**The task:**
Among the entries that follow, find every line with the word "улица" and list it.

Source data
* * * * *

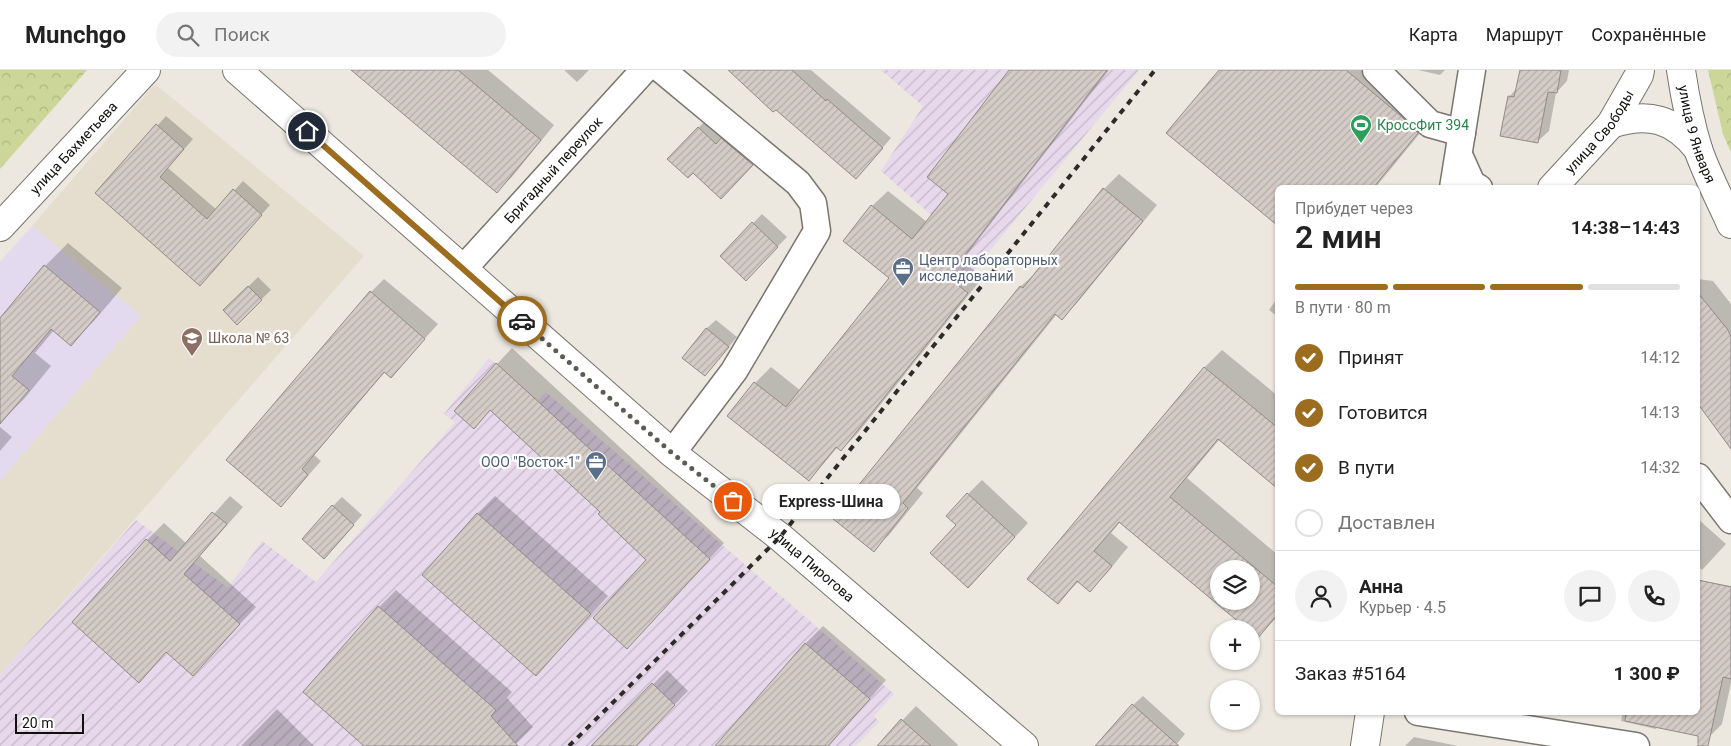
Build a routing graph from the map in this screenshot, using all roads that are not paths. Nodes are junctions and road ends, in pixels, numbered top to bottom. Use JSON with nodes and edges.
{"nodes":[{"id":1,"x":146,"y":70,"type":"edge"},
{"id":2,"x":237,"y":70,"type":"edge"},
{"id":3,"x":644,"y":70,"type":"edge"},
{"id":4,"x":662,"y":70,"type":"edge"},
{"id":5,"x":1376,"y":70,"type":"edge"},
{"id":6,"x":1472,"y":70,"type":"edge"},
{"id":7,"x":1681,"y":70,"type":"edge"},
{"id":8,"x":1639,"y":72,"type":"edge"},
{"id":9,"x":1611,"y":124,"type":"junction"},
{"id":10,"x":1461,"y":144,"type":"junction"},
{"id":11,"x":1699,"y":150,"type":"junction"},
{"id":12,"x":1454,"y":185,"type":"edge"},
{"id":13,"x":1474,"y":185,"type":"edge"},
{"id":14,"x":1553,"y":185,"type":"edge"},
{"id":15,"x":1729,"y":217,"type":"edge"},
{"id":16,"x":0,"y":228,"type":"edge"},
{"id":17,"x":463,"y":269,"type":"junction"},
{"id":18,"x":672,"y":453,"type":"junction"},
{"id":19,"x":1700,"y":480,"type":"edge"},
{"id":20,"x":1731,"y":520,"type":"edge"},
{"id":21,"x":1370,"y":715,"type":"edge"},
{"id":22,"x":1437,"y":715,"type":"edge"},
{"id":23,"x":1024,"y":746,"type":"edge"},
{"id":24,"x":1365,"y":746,"type":"edge"},
{"id":25,"x":1636,"y":746,"type":"edge"}],
"edges":[{"from":1,"to":16,"type":"street","name":"улица Бахметьева"},
{"from":2,"to":17,"type":"street","name":"улица Пирогова"},
{"from":3,"to":17,"type":"street","name":"Бригадный переулок"},
{"from":4,"to":18,"type":"street"},
{"from":5,"to":10,"type":"street"},
{"from":6,"to":10,"type":"street"},
{"from":7,"to":11,"type":"street","name":"улица 9 Января"},
{"from":8,"to":9,"type":"street","name":"улица Свободы"},
{"from":9,"to":11,"type":"street"},
{"from":9,"to":14,"type":"street","name":"улица Свободы"},
{"from":10,"to":12,"type":"street"},
{"from":10,"to":13,"type":"street"},
{"from":11,"to":15,"type":"street","name":"улица 9 Января"},
{"from":17,"to":18,"type":"street","name":"улица Пирогова"},
{"from":18,"to":23,"type":"street","name":"улица Пирогова"},
{"from":19,"to":20,"type":"street"},
{"from":21,"to":24,"type":"street"},
{"from":22,"to":25,"type":"street"}]}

* * * * *

**Answer to the exercise:**
"edges":[{"from":1,"to":16,"type":"street","name":"улица Бахметьева"},
{"from":2,"to":17,"type":"street","name":"улица Пирогова"},
{"from":7,"to":11,"type":"street","name":"улица 9 Января"},
{"from":8,"to":9,"type":"street","name":"улица Свободы"},
{"from":9,"to":14,"type":"street","name":"улица Свободы"},
{"from":11,"to":15,"type":"street","name":"улица 9 Января"},
{"from":17,"to":18,"type":"street","name":"улица Пирогова"},
{"from":18,"to":23,"type":"street","name":"улица Пирогова"},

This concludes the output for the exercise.